At 1:34 p.m. Sunday, Donald Trump’s second ex-wife, Marla Maples, tweeted a photograph of a pumpkin patch. Does what happened next contain clues that confirm she anonymously mailed Trump’s 1995 tax return to The New York Times?
Maybe, or maybe it’s nothing at all! Please bear with me here.
Maples, who told me last month she’s been practicing Kabbalah for twenty years, captioned the photo of the pumpkins and the hay, “#FallLove Breathe it in as if 2day’s the first day of your life. The kabbalist’s say 2nite Adam&Eve were created. S… [sic]”
In response to the tweet, Marc Caputo, a Politico reporter, said, “TFW you serve up a cold plate of revenge and then appreciate fall as you think about Etz Hayim, the Shekinah & Isaac ben Luria.”
Twitter user @PoliticalBuffs then replied to Maples and Caputo, “wow. How do u know abt those stuff? [sic]”
To which Maples said, “A lot of studying & an open mind to learn” with both a star emoji and a prayer emoji.
On Saturday night, the Times published Trump’s 1995 tax return, a three-page document that revealed he had declared a $916 million loss, which, in the Times’ assessment, means he then potentially could have legally avoided “paying any federal income taxes for up to 18 years.”
This is the sparkly unicorn of opposition research relating to the Republican nominee, who has thus far refused to participate in the disclosure of financial documents customary of major party nominees since the Nixon era. Reporters, editors, and publishers wanted Trump’s tax returns so badly that Dean Baquet, the Times’ executive editor, publicly said he’d be willing to go to jail to publish them, which in the end, was apparently an effective means of obtaining them.
But nobody knows who sent them.
The documents were mailed with a New York City postmark and a Trump Tower return address to Times reporter Susanne Craig, who covers City Hall but in August displayed a nuanced understanding of Trump’s business dealings with the story “Trump’s Empire: A Maze of Debts and Opaque Ties.” As far as the public knows, that’s the only information about the sender.
Besides Trump, who would be in possession of such a valuable document?
Maples would.
In 1995, Trump was married to the zen actress (their holy union would come to its unfortunate conclusion two years later). She signed the tax returns “Marla Trump” in her delicate script.
Her spokeswoman, Elissa Buchter, did not respond when asked if she was behind the leak, not that she would have any incentive to. The attorney who represented Maples in her divorce from Trump (and also represented Ivana Trump in her divorce from Trump, but that’s another story), Robert Stephan Cohen, did not respond to two phone calls Saturday night to his office and home.
One source who previously worked for Trump’s campaign speculated, via text, that the leaker might be someone in the casino business, where the mogul made many enemies over the years and might’ve had to present his taxes.
The only thing we can say for certain is that Trump possesses this document, and at least at one point, so did Maples.
But did she do it?
Maples is ambivalent about publicly undermining Trump’s candidacy.
Her spokeswoman reached out to me last month to arrange an interview.
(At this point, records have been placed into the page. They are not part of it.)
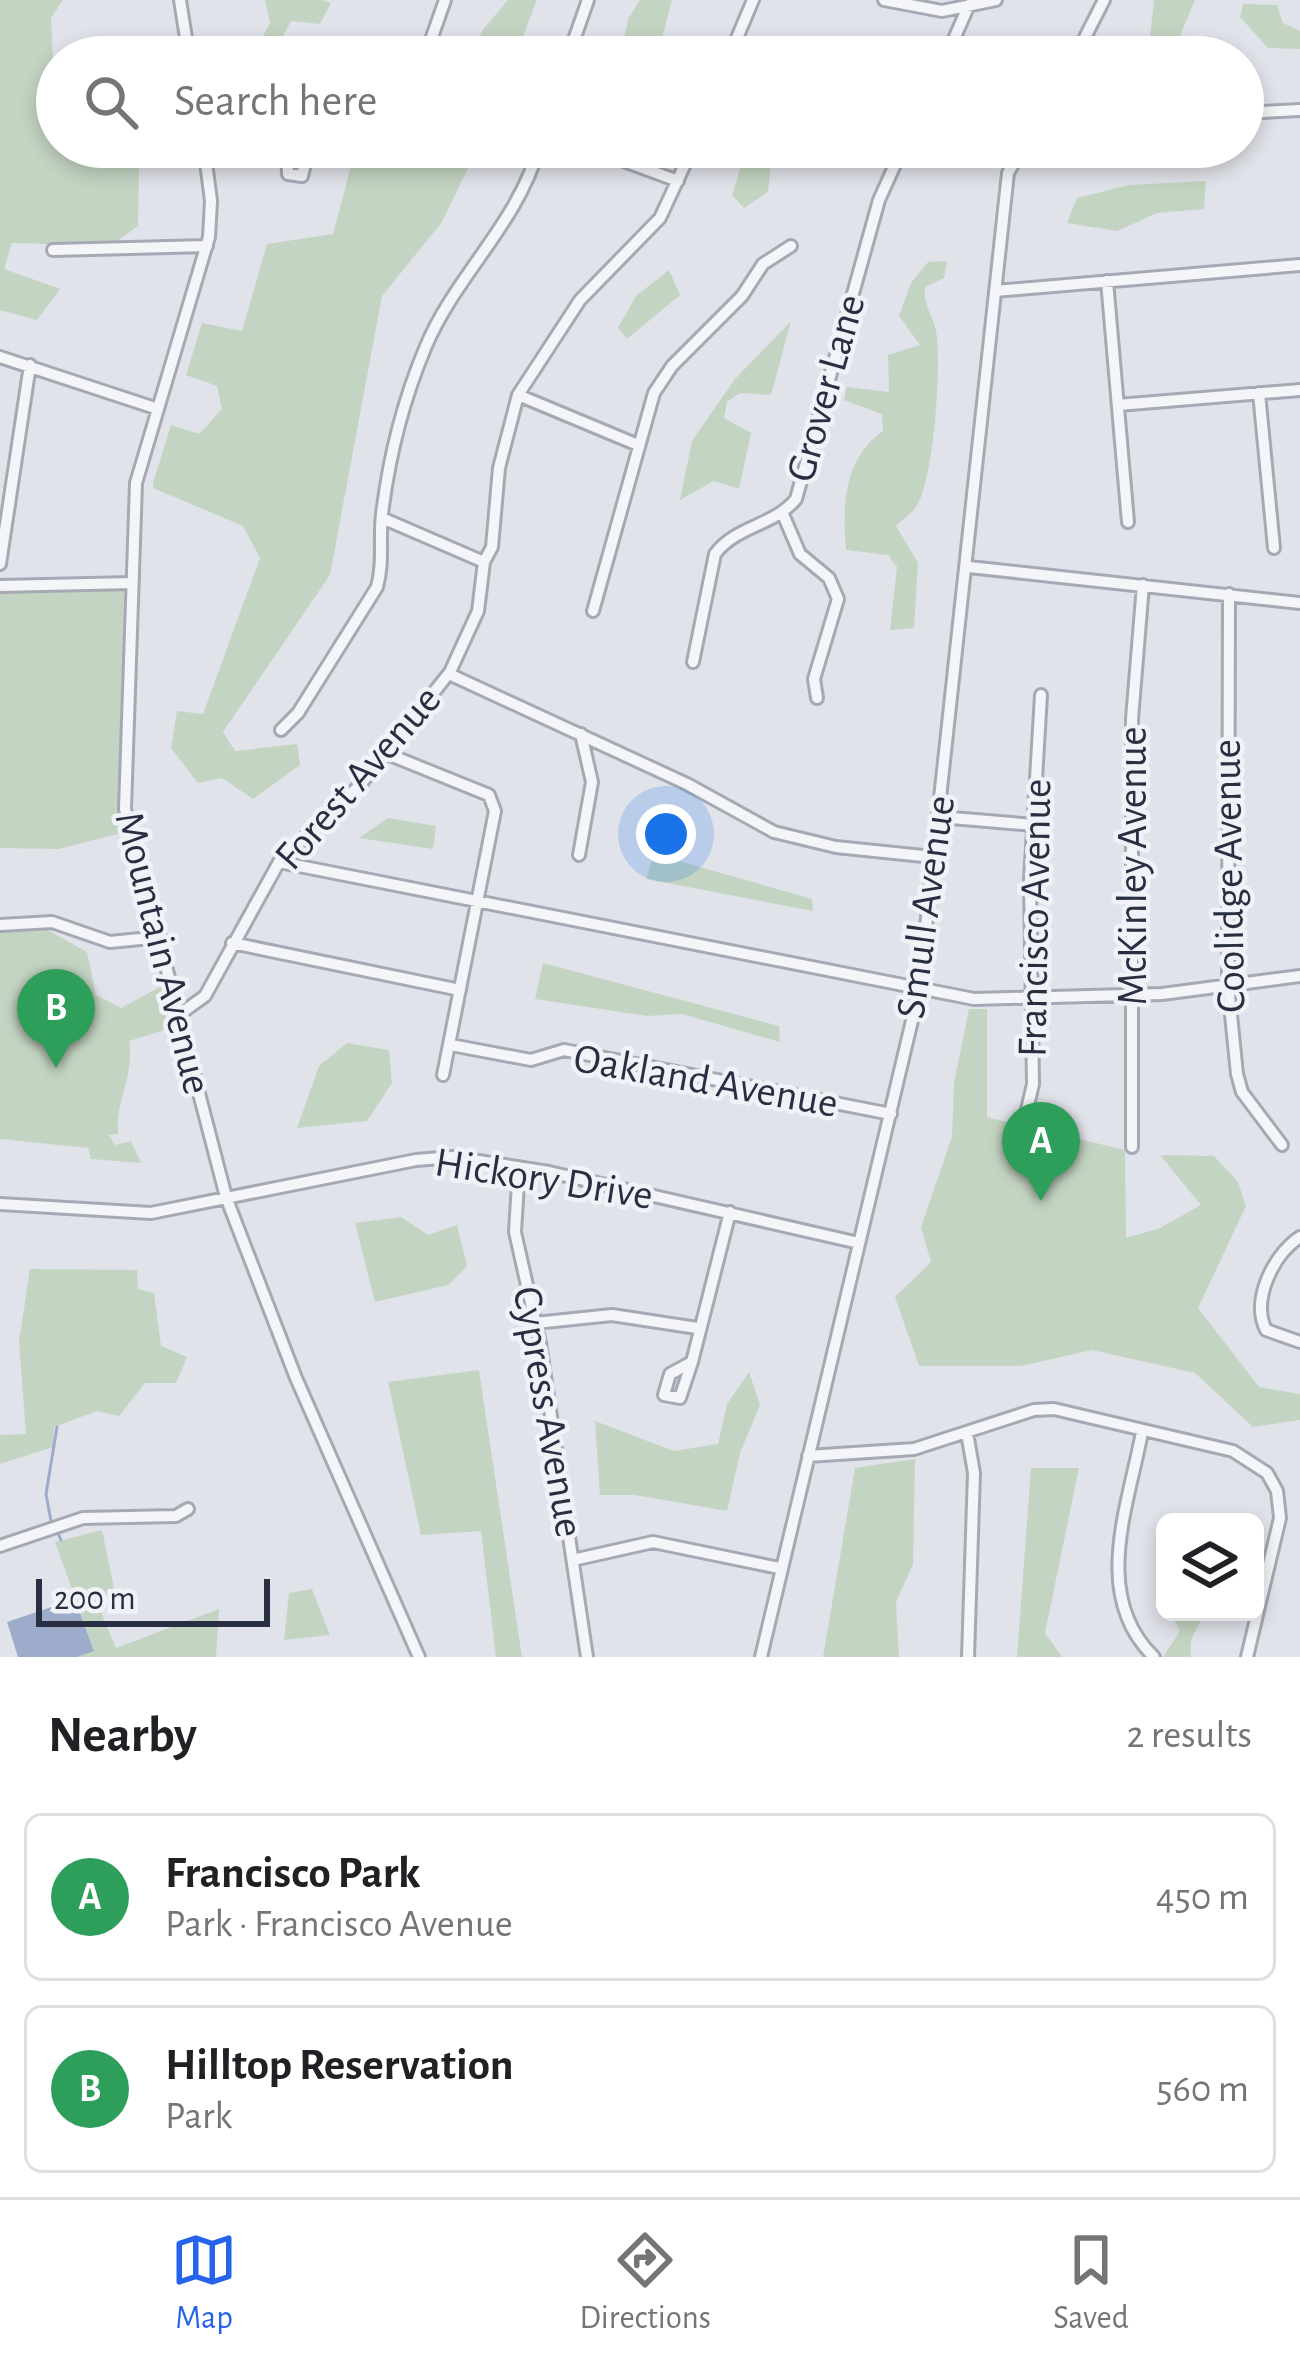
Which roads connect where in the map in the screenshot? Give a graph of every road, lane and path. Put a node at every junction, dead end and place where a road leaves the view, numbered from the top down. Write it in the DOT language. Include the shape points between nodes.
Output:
graph roads {
  1 [pos="180,0"];
  2 [pos="446,0"];
  3 [pos="588,0"];
  4 [pos="753,0"];
  5 [pos="884,0"];
  6 [pos="996,0"];
  7 [pos="1104,0"];
  8 [pos="970,4"];
  9 [pos="186,36"];
  10 [pos="433,36"];
  11 [pos="575,36"];
  12 [pos="738,36"];
  13 [pos="956,36"];
  14 [pos="1086,36"];
  15 [pos="1300,110"];
  16 [pos="1264,112"];
  17 [pos="207,168"];
  18 [pos="530,168"];
  19 [pos="643,168"];
  20 [pos="683,168"];
  21 [pos="893,168"];
  22 [pos="1011,168"];
  23 [pos="678,181"];
  24 [pos="791,246"];
  25 [pos="207,247"];
  26 [pos="53,250"];
  27 [pos="1300,265"];
  28 [pos="1107,281"];
  29 [pos="995,291"];
  30 [pos="0,357"];
  31 [pos="30,365"];
  32 [pos="1300,390"];
  33 [pos="1259,393"];
  34 [pos="518,395"];
  35 [pos="1118,405"];
  36 [pos="158,409"];
  37 [pos="638,445"];
  38 [pos="782,512"];
  39 [pos="382,518"];
  40 [pos="1128,522"];
  41 [pos="1274,548"];
  42 [pos="484,562"];
  43 [pos="0,564"];
  44 [pos="969,567"];
  45 [pos="132,583"];
  46 [pos="1143,585"];
  47 [pos="0,586"];
  48 [pos="1228,594"];
  49 [pos="1300,603"];
  50 [pos="593,611"];
  51 [pos="693,662"];
  52 [pos="448,674"];
  53 [pos="1041,695"];
  54 [pos="817,698"];
  55 [pos="281,730"];
  56 [pos="581,734"];
  57 [pos="385,753"];
  58 [pos="940,817"];
  59 [pos="1034,825"];
  60 [pos="579,855"];
  61 [pos="932,857"];
  62 [pos="279,862"];
  63 [pos="479,903"];
  64 [pos="0,926"];
  65 [pos="160,937"];
  66 [pos="232,943"];
  67 [pos="1300,976"];
  68 [pos="1228,985"];
  69 [pos="460,990"];
  70 [pos="919,991"];
  71 [pos="1133,995"];
  72 [pos="1032,1000"];
  73 [pos="177,1016"];
  74 [pos="451,1046"];
  75 [pos="443,1075"];
  76 [pos="891,1114"];
  77 [pos="1020,1141"];
  78 [pos="1282,1144"];
  79 [pos="1132,1147"];
  80 [pos="519,1167"];
  81 [pos="226,1197"];
  82 [pos="0,1204"];
  83 [pos="730,1212"];
  84 [pos="1300,1238"];
  85 [pos="860,1243"];
  86 [pos="535,1323"];
  87 [pos="697,1328"];
  88 [pos="1300,1342"];
  89 [pos="692,1362"];
  90 [pos="967,1432"];
  91 [pos="1142,1432"];
  92 [pos="808,1456"];
  93 [pos="188,1509"];
  94 [pos="0,1546"];
  95 [pos="573,1561"];
  96 [pos="779,1568"];
  97 [pos="419,1657"];
  98 [pos="587,1657"];
  99 [pos="761,1657"];
  100 [pos="968,1657"];
  101 [pos="1154,1657"];
  102 [pos="1246,1657"];
  1 -- 9 [label="street"];
  2 -- 10 [label="street"];
  3 -- 11 [label="street"];
  4 -- 12 [label="street"];
  5 -- 8 [label="street" via="929,11"];
  6 -- 8 [label="street"];
  7 -- 14 [label="street"];
  8 -- 13 [label="street"];
  15 -- 16 [label="street"];
  17 -- 25 [label="street, Mountain Avenue"];
  18 -- 39 [label="street" via="512,212 427,342 396,438"];
  19 -- 23 [label="street"];
  20 -- 23 [label="street, Forest Avenue"];
  21 -- 38 [label="street, Grover Lane" via="801,488"];
  22 -- 29 [label="street, Smull Avenue"];
  23 -- 34 [label="street, Forest Avenue" via="660,218 557,329"];
  24 -- 37 [label="street" via="763,264 664,375"];
  25 -- 26 [label="street"];
  25 -- 36 [label="street, Mountain Avenue"];
  27 -- 28 [label="street"];
  28 -- 29 [label="street"];
  28 -- 35 [label="street"];
  29 -- 44 [label="street, Smull Avenue"];
  30 -- 31 [label="street"];
  31 -- 36 [label="street"];
  31 -- 43 [label="street"];
  32 -- 33 [label="street"];
  33 -- 35 [label="street"];
  33 -- 41 [label="street"];
  34 -- 37 [label="street"];
  34 -- 42 [label="street, Forest Avenue"];
  35 -- 40 [label="street"];
  36 -- 45 [label="street, Mountain Avenue" via="136,484"];
  37 -- 50 [label="street"];
  38 -- 51 [label="street, Grover Lane" via="738,531 715,554"];
  38 -- 54 [label="street" via="800,554 829,578 838,598 814,679"];
  39 -- 42 [label="street"];
  39 -- 55 [label="street" via="377,587"];
  42 -- 52 [label="street, Forest Avenue" via="478,611"];
  44 -- 46 [label="street"];
  44 -- 58 [label="street, Smull Avenue"];
  45 -- 47 [label="street"];
  45 -- 65 [label="street, Mountain Avenue" via="124,796"];
  46 -- 48 [label="street"];
  46 -- 71 [label="street, McKinley Avenue" via="1132,719"];
  48 -- 49 [label="street"];
  48 -- 68 [label="street, Coolidge Avenue"];
  52 -- 56 [label="street"];
  52 -- 57 [label="street, Forest Avenue"];
  53 -- 59 [label="street, Francisco Avenue"];
  56 -- 60 [label="street" via="592,782"];
  56 -- 61 [label="street" via="774,832"];
  57 -- 62 [label="street, Forest Avenue"];
  57 -- 63 [label="street" via="489,795 495,812"];
  58 -- 59 [label="street"];
  58 -- 61 [label="street, Smull Avenue"];
  59 -- 72 [label="street, Francisco Avenue"];
  61 -- 70 [label="street, Smull Avenue"];
  62 -- 63 [label="street"];
  62 -- 66 [label="street, Forest Avenue"];
  63 -- 69 [label="street"];
  63 -- 70 [label="street"];
  64 -- 65 [label="street" via="52,922 110,942"];
  65 -- 73 [label="street, Mountain Avenue"];
  66 -- 69 [label="street"];
  66 -- 73 [label="street, Forest Avenue" via="206,996"];
  67 -- 68 [label="street"];
  68 -- 71 [label="street"];
  68 -- 78 [label="street, Coolidge Avenue" via="1242,1092"];
  69 -- 74 [label="street"];
  70 -- 72 [label="street"];
  70 -- 76 [label="street, Smull Avenue"];
  71 -- 72 [label="street"];
  71 -- 79 [label="street, McKinley Avenue"];
  72 -- 77 [label="street, Francisco Avenue" via="1033,1084"];
  73 -- 81 [label="street, Mountain Avenue"];
  74 -- 75 [label="street"];
  74 -- 76 [label="street, Oakland Avenue" via="531,1060 564,1050"];
  76 -- 85 [label="street, Smull Avenue"];
  80 -- 81 [label="street, Hickory Drive" via="416,1160"];
  80 -- 83 [label="street, Hickory Drive"];
  80 -- 86 [label="street, Cypress Avenue" via="512,1215"];
  81 -- 82 [label="street, Hickory Drive" via="129,1215"];
  81 -- 97 [label="street, Mountain Avenue"];
  83 -- 85 [label="street, Hickory Drive"];
  83 -- 87 [label="street"];
  84 -- 88 [label="street" via="1274,1264 1261,1316 1266,1330"];
  85 -- 92 [label="street, Smull Avenue"];
  86 -- 87 [label="street" via="612,1315"];
  86 -- 95 [label="street, Cypress Avenue"];
  87 -- 89 [label="street"];
  90 -- 91 [label="street" via="1054,1409"];
  90 -- 92 [label="street" via="914,1449"];
  90 -- 100 [label="street" via="974,1473"];
  91 -- 101 [label="street" via="1117,1584 1130,1628"];
  91 -- 102 [label="street" via="1240,1453 1274,1485 1280,1524"];
  92 -- 96 [label="street, Smull Avenue"];
  93 -- 94 [label="street" via="83,1518"];
  95 -- 96 [label="street" via="653,1542"];
  95 -- 98 [label="street, Cypress Avenue"];
  96 -- 99 [label="street, Smull Avenue"];
}
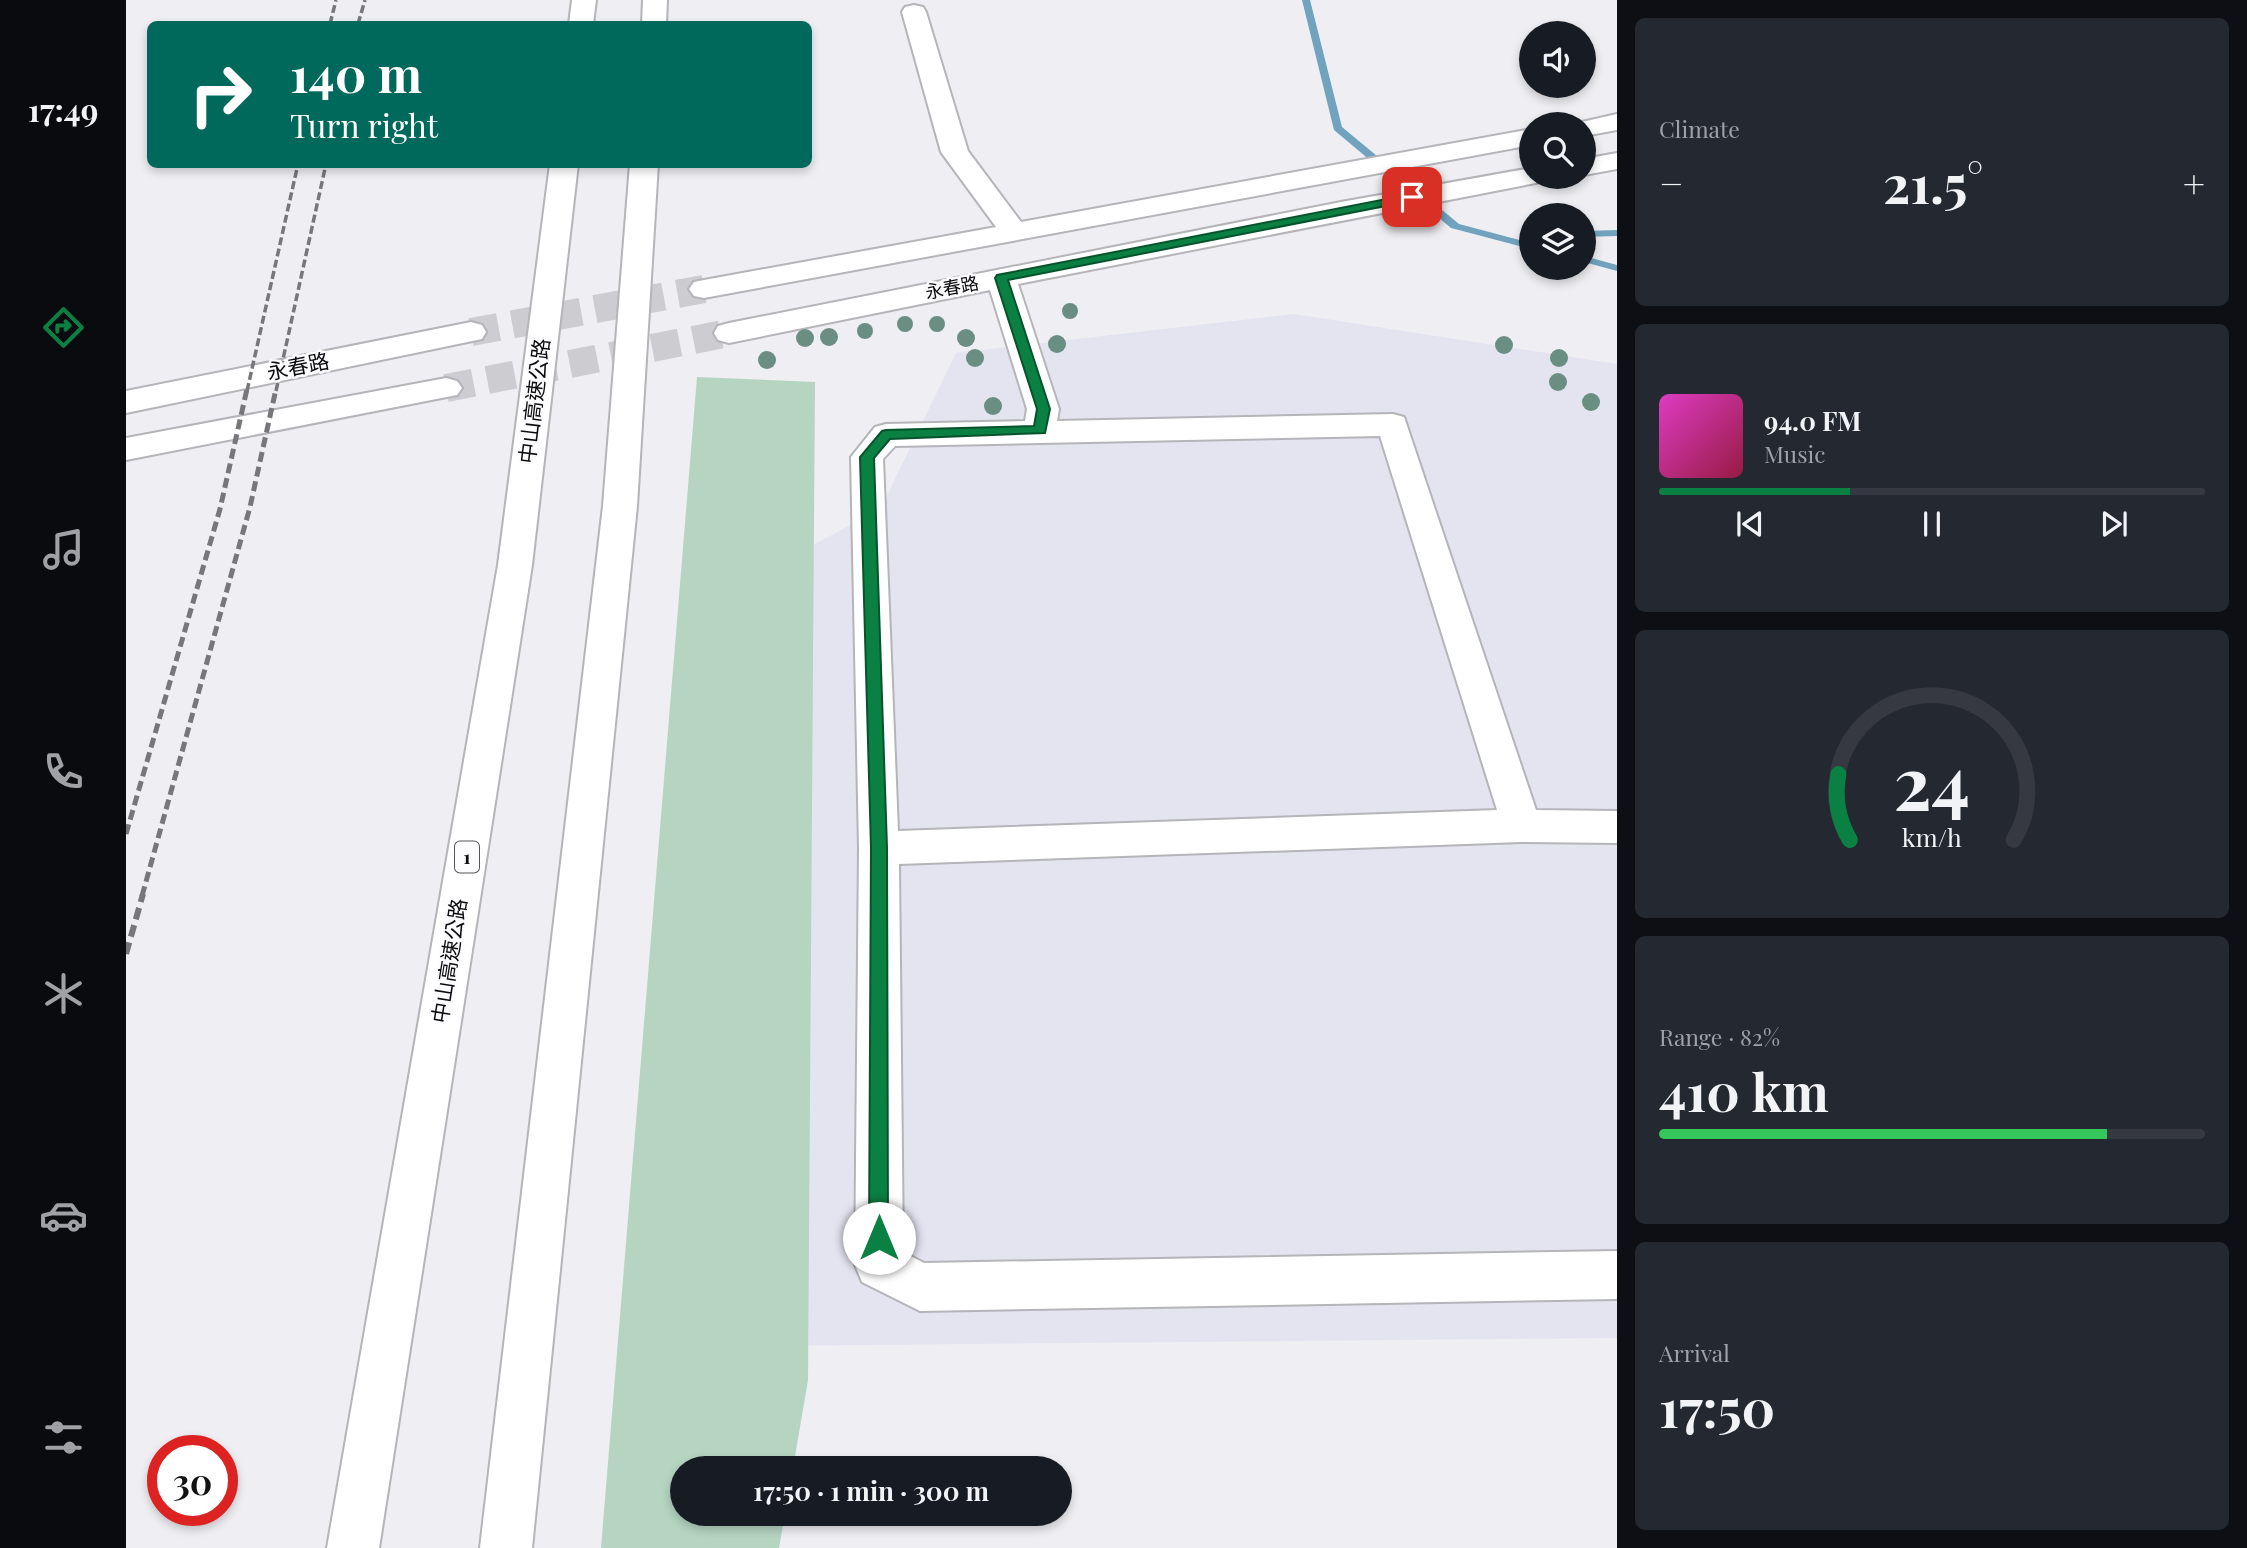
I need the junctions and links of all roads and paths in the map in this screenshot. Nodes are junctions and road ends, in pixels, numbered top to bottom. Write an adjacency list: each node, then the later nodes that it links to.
1 (584, 0): 4 (main road)
2 (655, 0): 5 (main road)
3 (914, 12): 14 (main road)
4 (581, 21)
5 (654, 21)
6 (1617, 122): 7 (main road)
7 (1596, 126)
8 (1519, 139): 14 (main road)
9 (1617, 161): 10 (main road)
10 (1596, 165)
11 (564, 168): 27 (main road, 中山高速公路 / 1)
12 (644, 168): 28 (main road)
13 (1519, 178): 15 (main road, 永春路)
14 (1014, 232): 16 (main road)
15 (1001, 278): 18 (main road, 永春路); 21 (main road)
16 (704, 289)
17 (471, 332): 20 (main road, 永春路)
18 (729, 333)
19 (446, 388): 22 (main road)
20 (126, 402)
21 (1040, 430): 23 (main road); 25 (main road)
22 (126, 449)
23 (1522, 826): 24 (main road); 25 (main road)
24 (1617, 827)
25 (879, 848): 26 (main road)
26 (1617, 1275)
27 (353, 1548)
28 (506, 1548)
Since I, and The Daily Beast more broadly, have aggressively covered Trump’s unprecedented candidacy since he launched his campaign in June 2015, Maples’ interest in chatting seemed an indication that she was perhaps not on the Trump Train.
But during our hour and a half chat, she stopped short of criticizing Trump in any meaningful way—not even off the record. She was afraid, she said, she might upset their daughter, Tiffany, who is just now, at the age of 22, beginning to forge a relationship with her father.
Her predicament is incredible: a self-described liberal and deeply spiritual woman, who devotes much of her time to charity, who no doubt possesses some of the most intimate and likely damaging information about the man who may become president of the United States, and she feels as though she can’t say an honest word. Still, Maples tried her best to let her feelings be known in between the lines, or in vague criticisms of people who judge.
Maples returned from visiting family in Georgia with Tiffany to New York, where she now lives, on September 20th. We met the 21st. The Times received the tax returns the 23rd.
Which brings us to Sunday’s tweet.
Maples is either genuinely talking about Kabbalah, or she’s coyly copping to distributing the most important document yet published relating to her ex’s murky financial history.
Either way, Marla Maples is already great.
A previous version of this article incorrectly asserted the Times was unaware of the source of the documents. That is not clear at this time.